Exercise instructions:
The lines below, all of them, should be returned exactly as they appear.
Records START
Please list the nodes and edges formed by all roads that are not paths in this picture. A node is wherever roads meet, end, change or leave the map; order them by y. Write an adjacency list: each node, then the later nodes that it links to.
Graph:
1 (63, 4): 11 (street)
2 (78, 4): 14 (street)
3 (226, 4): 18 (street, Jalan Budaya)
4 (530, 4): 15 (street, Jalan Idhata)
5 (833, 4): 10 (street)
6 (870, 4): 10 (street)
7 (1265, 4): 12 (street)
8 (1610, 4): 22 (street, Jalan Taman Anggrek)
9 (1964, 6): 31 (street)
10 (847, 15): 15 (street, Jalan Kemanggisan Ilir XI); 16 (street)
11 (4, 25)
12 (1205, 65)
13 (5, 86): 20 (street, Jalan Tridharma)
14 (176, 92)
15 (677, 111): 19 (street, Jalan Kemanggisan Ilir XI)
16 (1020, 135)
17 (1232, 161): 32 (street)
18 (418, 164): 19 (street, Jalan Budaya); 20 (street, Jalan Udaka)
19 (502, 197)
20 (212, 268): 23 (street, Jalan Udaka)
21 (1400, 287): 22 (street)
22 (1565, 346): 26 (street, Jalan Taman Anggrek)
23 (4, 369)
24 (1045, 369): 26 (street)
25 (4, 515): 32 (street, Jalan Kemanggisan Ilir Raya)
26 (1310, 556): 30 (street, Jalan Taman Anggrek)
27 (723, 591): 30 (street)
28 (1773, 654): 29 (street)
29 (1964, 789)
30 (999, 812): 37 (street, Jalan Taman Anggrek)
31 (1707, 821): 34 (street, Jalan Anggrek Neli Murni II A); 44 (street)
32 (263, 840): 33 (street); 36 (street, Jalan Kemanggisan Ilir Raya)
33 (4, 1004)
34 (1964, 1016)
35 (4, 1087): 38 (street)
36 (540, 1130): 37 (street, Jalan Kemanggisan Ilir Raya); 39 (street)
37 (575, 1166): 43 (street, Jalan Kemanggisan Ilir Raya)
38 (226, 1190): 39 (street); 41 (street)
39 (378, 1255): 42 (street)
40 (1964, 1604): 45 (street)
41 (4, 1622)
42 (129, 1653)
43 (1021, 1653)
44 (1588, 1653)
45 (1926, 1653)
Records END
Output below:
Please list the nodes and edges formed by all roads that are not paths in this picture. A node is wherever roads meet, end, change or leave the map; order them by y. Write an adjacency list: each node, then the later nodes that it links to.
Graph:
1 (63, 4): 11 (street)
2 (78, 4): 14 (street)
3 (226, 4): 18 (street, Jalan Budaya)
4 (530, 4): 15 (street, Jalan Idhata)
5 (833, 4): 10 (street)
6 (870, 4): 10 (street)
7 (1265, 4): 12 (street)
8 (1610, 4): 22 (street, Jalan Taman Anggrek)
9 (1964, 6): 31 (street)
10 (847, 15): 15 (street, Jalan Kemanggisan Ilir XI); 16 (street)
11 (4, 25)
12 (1205, 65)
13 (5, 86): 20 (street, Jalan Tridharma)
14 (176, 92)
15 (677, 111): 19 (street, Jalan Kemanggisan Ilir XI)
16 (1020, 135)
17 (1232, 161): 32 (street)
18 (418, 164): 19 (street, Jalan Budaya); 20 (street, Jalan Udaka)
19 (502, 197)
20 (212, 268): 23 (street, Jalan Udaka)
21 (1400, 287): 22 (street)
22 (1565, 346): 26 (street, Jalan Taman Anggrek)
23 (4, 369)
24 (1045, 369): 26 (street)
25 (4, 515): 32 (street, Jalan Kemanggisan Ilir Raya)
26 (1310, 556): 30 (street, Jalan Taman Anggrek)
27 (723, 591): 30 (street)
28 (1773, 654): 29 (street)
29 (1964, 789)
30 (999, 812): 37 (street, Jalan Taman Anggrek)
31 (1707, 821): 34 (street, Jalan Anggrek Neli Murni II A); 44 (street)
32 (263, 840): 33 (street); 36 (street, Jalan Kemanggisan Ilir Raya)
33 (4, 1004)
34 (1964, 1016)
35 (4, 1087): 38 (street)
36 (540, 1130): 37 (street, Jalan Kemanggisan Ilir Raya); 39 (street)
37 (575, 1166): 43 (street, Jalan Kemanggisan Ilir Raya)
38 (226, 1190): 39 (street); 41 (street)
39 (378, 1255): 42 (street)
40 (1964, 1604): 45 (street)
41 (4, 1622)
42 (129, 1653)
43 (1021, 1653)
44 (1588, 1653)
45 (1926, 1653)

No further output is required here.